Êtes-vous fidèles à une enseigne de distribution ? Essayez de compter le nombre de fois où vous avez commandé en ligne, que vous êtes allés en magasin, et à toutes les interactions que vous avez eu avec cette enseigne. Ne ressentez-vous pas une gêne, le sentiment de donner plus que de recevoir ? Voilà pourquoi il faut réinventer les programmes de fidélité.

Le premier de ces programmes a été inventé en 1902 par l’enseigne française Casino. Voilà donc plus de cent ans que l’on récompense la fréquence et la quantité d’achats. Le mode de récompense a certes évolué avec les s’miles ou les coupons, mais ce qui est récompensé c’est l’achat physique et parfois virtuel.
Nous sommes dans une ère digitale qui a exacerbé les comportements sociétaux. Ils prouvent chaque jour que les clients/consommateurs ont besoin d’avoir une relation forte avec les marques.
Les interactions entre les marques et les consommateurs ont lieu principalement via le digital. Pour la distribution, créer des interactions d’une qualité semblable à celles qu’offrent les marques reste encore trop compliqué compte tenu de la jeunesse des supports qui s’offrent à elle. En revanche, la gamification peut-être salvatrice, car elle peut s’intégrer à des supports qui sont maitrisés par la distribution.

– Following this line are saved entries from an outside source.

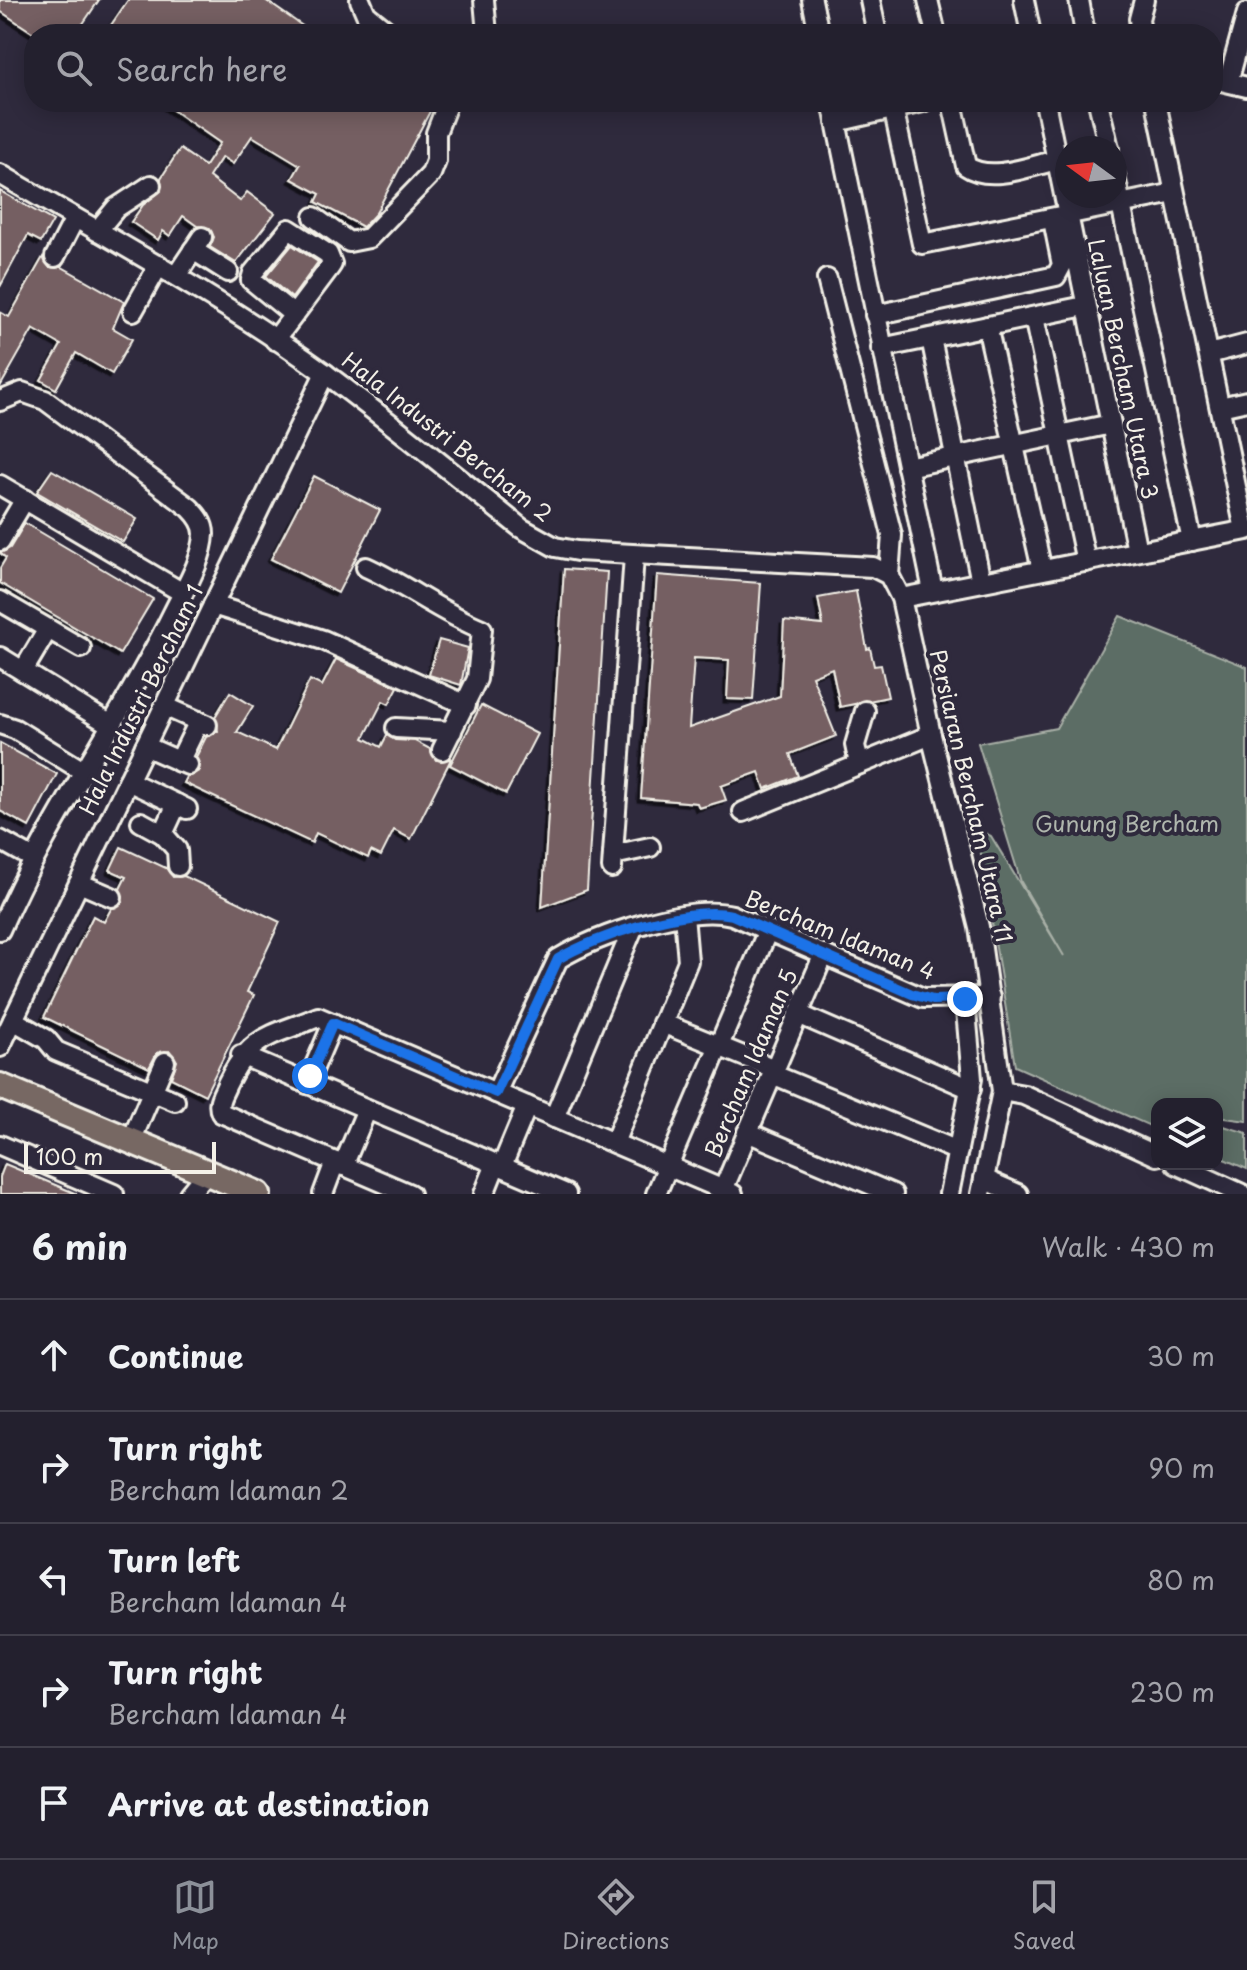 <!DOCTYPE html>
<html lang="en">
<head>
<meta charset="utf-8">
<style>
  body { margin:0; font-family:"Playpen Sans",sans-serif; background:#2f2d3a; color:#f1f3f6 }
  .controls { position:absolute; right:24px; bottom:24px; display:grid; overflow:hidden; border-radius:16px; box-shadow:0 4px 20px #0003 }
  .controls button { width:72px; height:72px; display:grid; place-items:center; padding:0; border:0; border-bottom:2px solid #403e4a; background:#23202e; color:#f1f3f6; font:40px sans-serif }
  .compass { position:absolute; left:1055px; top:136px; width:72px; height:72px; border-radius:50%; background:#23202e; box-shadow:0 4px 20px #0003; rotate:285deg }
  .scale { position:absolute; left:24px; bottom:20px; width:192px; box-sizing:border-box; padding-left:8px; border:4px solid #f4f1e8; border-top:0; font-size:22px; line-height:28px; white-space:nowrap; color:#f4f1e8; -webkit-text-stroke:6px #2f2a3d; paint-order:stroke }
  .stop { position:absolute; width:24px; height:24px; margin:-18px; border:6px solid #1a73e8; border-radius:50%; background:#fff }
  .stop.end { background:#1a73e8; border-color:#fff; box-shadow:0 2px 8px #0008 }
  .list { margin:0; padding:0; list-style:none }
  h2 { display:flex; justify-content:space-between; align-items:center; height:104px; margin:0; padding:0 32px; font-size:34px }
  h2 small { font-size:26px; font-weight:400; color:#a3a3aa }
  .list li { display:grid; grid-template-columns:52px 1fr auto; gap:24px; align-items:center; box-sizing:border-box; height:112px; padding:0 32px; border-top:2px solid #403e4a }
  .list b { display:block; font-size:30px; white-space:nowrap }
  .list p { margin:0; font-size:26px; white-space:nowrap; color:#a3a3aa }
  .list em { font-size:26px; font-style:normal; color:#a3a3aa }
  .icon { flex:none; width:44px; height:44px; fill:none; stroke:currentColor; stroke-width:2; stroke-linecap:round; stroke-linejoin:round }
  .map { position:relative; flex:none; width:1247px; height:1194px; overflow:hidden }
  .search { position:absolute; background:#23202e; box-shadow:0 4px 20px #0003; left:24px; right:24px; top:24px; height:88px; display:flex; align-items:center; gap:20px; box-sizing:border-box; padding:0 28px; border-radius:32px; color:#a3a3aa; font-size:30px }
  .sheet { height:664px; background:#23202e }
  nav { display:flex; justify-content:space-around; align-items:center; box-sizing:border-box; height:112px; border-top:2px solid #403e4a; background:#23202e; font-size:22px; color:#a3a3aa }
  nav a { display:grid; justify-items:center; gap:4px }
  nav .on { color:#8c9099 }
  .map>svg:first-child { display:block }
</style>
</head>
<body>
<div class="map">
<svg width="1247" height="1194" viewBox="0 0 1247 1194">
  <defs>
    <filter id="shadow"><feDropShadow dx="-3.5" dy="3.5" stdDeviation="0" flood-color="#0009"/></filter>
  </defs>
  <rect width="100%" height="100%" fill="#2f2a3d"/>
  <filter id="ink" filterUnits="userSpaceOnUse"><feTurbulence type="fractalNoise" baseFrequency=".0125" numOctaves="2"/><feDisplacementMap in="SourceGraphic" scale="16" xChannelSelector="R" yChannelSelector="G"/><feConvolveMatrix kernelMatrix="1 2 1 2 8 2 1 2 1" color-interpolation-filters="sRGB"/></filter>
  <g filter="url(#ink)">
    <g fill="#5b6d65" stroke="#a8afa6" stroke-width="2">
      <path d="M1120 616 1247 667V1121L1217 1117V1104H1157V1129L1015 1066 977 829 991 836 1064 956 1021 882 978 743 1056 728Z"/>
      <path d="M1217 1124 1247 1133V1169L1217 1156Z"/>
    </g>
    <g fill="#755f62" stroke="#f4f1e8" stroke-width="2" filter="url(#shadow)">
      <path d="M0 0H99L76 34H35L0 11Z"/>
      <path d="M128 0H265L304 27 299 34H105Z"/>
      <path d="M161 102H435L376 213 363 227 316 202 320 194 292 179 300 165 252 136 233 164 222 157 209 177 240 201 247 192 275 213 236 263 210 247 214 237 209 228 197 226 183 216 170 236 163 231 158 240 131 222 143 205 161 191V178L180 149 205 166 220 143Z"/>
      <path d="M0 191 53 221 41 242 28 235 0 287Z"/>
      <path d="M292 245 318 262 292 298 266 276Z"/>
      <path d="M43 257 49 267H62L124 302 113 328 132 339 112 374 76 353 56 389 41 380 61 345 33 329 0 387V312L9 317Z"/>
      <path d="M52 470 137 519 123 542 37 492Z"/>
      <path d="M314 476 380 510 338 593 271 559Z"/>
      <path d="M25 523 153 599 120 654 0 583V568L6 558 0 553 10 548Z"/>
      <path d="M564 569 607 572 587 890 542 907Z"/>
      <path d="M657 575 761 583 753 700 727 699 729 660 694 658 689 728 780 696 784 621 823 625 818 598 856 591 867 649 870 648 874 666 881 665 888 697 840 707 832 668 812 676 836 736 790 754 798 776 765 789 759 772 721 786 726 800 699 808 697 803 641 798Z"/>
      <path d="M439 640 468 648 461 685 429 675Z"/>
      <path d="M336 659 398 687 389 704 383 701 364 738 381 747 387 735 395 740 415 741 430 749 436 760 451 759 411 839 394 830 381 856 371 851 368 858 316 833 312 843 184 783 187 777 199 771 196 757 206 737 218 731 215 717 230 692 253 706 237 732 276 750 310 680 322 686Z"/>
      <path d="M481 705 537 734 506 794 450 765Z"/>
      <path d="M0 743 57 774 29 827 0 811Z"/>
      <path d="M121 847 166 868 173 877 184 876 280 922 247 992 254 995 205 1095 171 1078 177 1061 170 1051 157 1053 149 1068 44 1017 93 916 104 922 111 909 123 902 120 889 126 877 110 870Z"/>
      <path d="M5 1164 77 1194H0V1177Z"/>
    </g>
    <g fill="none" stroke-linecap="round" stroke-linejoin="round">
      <g stroke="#f4f1e8" stroke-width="24">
        <g id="minor">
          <path d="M360 0 366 14 391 34"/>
          <path d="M484 0 487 34"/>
          <path d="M812 0 819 34"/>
          <path d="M870 0 877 34"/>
          <path d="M928 0 936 34"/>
          <path d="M1024 0 1031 34"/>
          <path d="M1079 0 1085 34"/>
          <path d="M1141 34 1139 19 1144 0"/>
          <path d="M1213 79 1247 87"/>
          <path d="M1228 82 1247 13"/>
          <path d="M832 102 933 591"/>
          <path d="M892 102 922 244 1174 193"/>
          <path d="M952 102 966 166C990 183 1030 166 1057 160"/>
          <path d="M1045 102 1137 551"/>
          <path d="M1098 102 1109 148"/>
          <path d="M1156 102 1245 530"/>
          <path d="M836 122 923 102"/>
          <path d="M0 174C110 239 223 299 326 374 392 423 456 476 521 528L555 547 577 551 873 567 889 575 901 598 931 735 979 927 1002 1091 981 1194"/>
          <path d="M1115 176 1192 541"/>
          <path d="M314 217 349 242 369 238 431 174 436 161V133L448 102"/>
          <path d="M97 231 116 208 151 185"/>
          <path d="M193 250 228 272"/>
          <path d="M55 257 75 218"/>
          <path d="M176 276 202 237"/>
          <path d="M827 279 892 535 889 575"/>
          <path d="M133 311 159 265"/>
          <path d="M875 315 1056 276 1062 265 1053 220"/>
          <path d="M1034 317 1086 562"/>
          <path d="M987 326 1042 570"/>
          <path d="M931 338 981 582"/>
          <path d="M275 340 294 315 330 267 332 264 328 254 289 229 253 273 251 280 294 315"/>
          <path d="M881 348 1085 306"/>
          <path d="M1209 354 1247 344"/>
          <path d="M0 401 22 392 45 400 190 508C197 515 204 523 204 534 203 560 184 590 173 613 120 721 48 819 0 930"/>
          <path d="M1220 407 1247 401"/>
          <path d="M907 467 1111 424"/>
          <path d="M0 485 183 593"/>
          <path d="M0 541 25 499"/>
          <path d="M366 567C406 585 440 612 482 629L477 679 442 750"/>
          <path d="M901 598 1247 530"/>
          <path d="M0 601 81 648"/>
          <path d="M213 605 323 640 466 705"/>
          <path d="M0 657 111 725"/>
          <path d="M23 671 48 629"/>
          <path d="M164 706 207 725"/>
          <path d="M0 724 15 729 83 771"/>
          <path d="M396 728 452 731"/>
          <path d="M145 746 188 765"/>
          <path d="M179 762 199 721"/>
          <path d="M859 764 855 745 865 711"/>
          <path d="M128 781 187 809"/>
          <path d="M177 804 163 834 177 850 178 866"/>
          <path d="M743 812 931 735"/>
          <path d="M141 822 163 834"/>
          <path d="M0 840 34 859"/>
          <path d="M613 855 650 847"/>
          <path d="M612 868 634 556"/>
          <path d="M79 883 112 897"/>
          <path d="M798 1014 971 1089"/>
          <path d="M13 1020 46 1039 56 1051 175 1101"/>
          <path d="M662 1023 775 1069"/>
          <path d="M0 1047 325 373"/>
          <path d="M241 1055 566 1194"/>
          <path d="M772 1074 958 1151"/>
          <path d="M307 1084 333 1023"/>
          <path d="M1002 1091 1024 1095 1157 1156"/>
          <path d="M496 1093 558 959C598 935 687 904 732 915L923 998 990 997"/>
          <path d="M554 1118 633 928"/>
          <path d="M747 1132 893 1194"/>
          <path d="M131 1141 165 1062"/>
          <path d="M614 1143 688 961 684 915"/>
          <path d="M0 1145 114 1194"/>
          <path d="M1176 1164 1242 1194"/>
          <path d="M343 1166 367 1109"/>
          <path d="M502 1166 527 1106"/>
          <path d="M984 1179 1018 1194"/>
          <path d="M723 1190 824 954"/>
          <path d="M189 1194 207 1172"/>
          <path d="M323 1194 335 1162"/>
          <path d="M410 1194 221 1113C216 1102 223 1094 227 1084 251 1034 270 1037 318 1017L733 1194"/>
          <path d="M484 1194 496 1164"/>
          <path d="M656 1194 768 930"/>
          <path d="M949 1194 972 1079 965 999"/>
        </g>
      </g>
      <g stroke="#f4f1e8" stroke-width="30">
        <path id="major" d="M0 1086 258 1194"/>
      </g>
      <use href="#minor" stroke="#2f2a3d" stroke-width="18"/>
      <use href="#major" stroke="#776864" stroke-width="24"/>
    </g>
  </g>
  <g fill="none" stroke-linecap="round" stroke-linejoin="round" filter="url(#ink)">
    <path stroke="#1a73e8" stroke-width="10" d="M310 1076 333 1023 496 1093 558 959C595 936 690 905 732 915L912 994 933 1000 965 999"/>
  </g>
  <g text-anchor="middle" stroke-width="8" stroke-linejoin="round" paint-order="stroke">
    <g font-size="22" fill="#f4f1e8" stroke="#2f2a3d">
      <text transform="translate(1123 369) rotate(78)" y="8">Laluan Bercham Utara 3</text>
      <text transform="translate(447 437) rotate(38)" y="8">Hala Industri Bercham 2</text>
      <text transform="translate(141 700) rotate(-64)" y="8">Hala Industri Bercham 1</text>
      <text transform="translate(971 796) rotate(77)" y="8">Persiaran Bercham Utara 11</text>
      <text transform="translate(840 935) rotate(22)" y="8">Bercham Idaman 4</text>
      <text transform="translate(751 1063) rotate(-67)" y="8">Bercham Idaman 5</text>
    </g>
    <g font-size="22" fill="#afb6ad" stroke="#2f2a3d">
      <text x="1127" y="832">Gunung Bercham</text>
    </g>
  </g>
</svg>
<div class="controls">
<button><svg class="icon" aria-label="layers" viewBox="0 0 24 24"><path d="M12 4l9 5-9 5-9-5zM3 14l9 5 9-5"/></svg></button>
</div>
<svg class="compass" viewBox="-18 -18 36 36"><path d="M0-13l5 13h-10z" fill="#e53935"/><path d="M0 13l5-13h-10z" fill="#a3a3aa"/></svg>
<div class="scale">100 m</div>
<div class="stop" style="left:310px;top:1076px"></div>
<div class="stop end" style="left:965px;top:999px"></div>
<div class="search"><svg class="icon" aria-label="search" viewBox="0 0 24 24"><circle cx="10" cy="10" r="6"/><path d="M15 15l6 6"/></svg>Search here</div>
</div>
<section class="sheet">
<h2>6 min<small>Walk · 430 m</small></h2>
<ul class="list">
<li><svg class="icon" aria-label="ahead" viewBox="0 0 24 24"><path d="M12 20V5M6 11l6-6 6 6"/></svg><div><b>Continue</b></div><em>30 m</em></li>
<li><svg class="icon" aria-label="right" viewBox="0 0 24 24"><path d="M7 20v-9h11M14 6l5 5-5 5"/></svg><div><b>Turn right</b><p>Bercham Idaman 2</p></div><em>90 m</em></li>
<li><svg class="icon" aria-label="left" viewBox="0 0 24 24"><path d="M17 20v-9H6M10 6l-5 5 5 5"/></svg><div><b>Turn left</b><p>Bercham Idaman 4</p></div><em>80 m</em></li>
<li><svg class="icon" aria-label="right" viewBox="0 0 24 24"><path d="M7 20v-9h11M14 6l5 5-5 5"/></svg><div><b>Turn right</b><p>Bercham Idaman 4</p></div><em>230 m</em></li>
<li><svg class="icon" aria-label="arrive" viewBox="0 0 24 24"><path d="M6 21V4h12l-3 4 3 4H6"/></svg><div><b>Arrive at destination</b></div></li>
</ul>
</section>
<nav>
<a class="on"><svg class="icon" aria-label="map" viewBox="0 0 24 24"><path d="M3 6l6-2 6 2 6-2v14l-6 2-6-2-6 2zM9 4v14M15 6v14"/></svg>Map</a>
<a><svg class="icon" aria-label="directions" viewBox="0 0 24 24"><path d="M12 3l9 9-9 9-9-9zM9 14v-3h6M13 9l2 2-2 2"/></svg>Directions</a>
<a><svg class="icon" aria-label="saved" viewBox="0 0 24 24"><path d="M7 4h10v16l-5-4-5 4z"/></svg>Saved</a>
</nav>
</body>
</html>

Et si les programmes de fidélité étaient gamifiés ?

La gamification permet d’apporter un aspect ludique puissant dans une situation de « non-jeu ». Elle doit désormais avoir une position clé dans les stratégies pour augmenter la fidélisaté du client, autant que le web social.
La gamification c’est aussi quelque chose qui permet de toucher une génération sensible aux mécanismes de jeux et dont les limites démographiques se réduisent au fil des années. Il y a 10 ans, ou même 5 ans, qui aurait pu dire que le jeu Candy Crush aurait un tel succès auprès des adultes ? Personne.
La gamification apportée à la grande distribution permet non seulement de monter d’un cran l’expérience et la relation client, mais aussi de créer un système de fidélité mesurable qui génère un ROI.
Selon Badgeville, un système gamifié permettrait d’augmenter de 50% le nombre d’utilisateurs anonymes qui s’inscrivent, et de tripler le temps passé sur le support.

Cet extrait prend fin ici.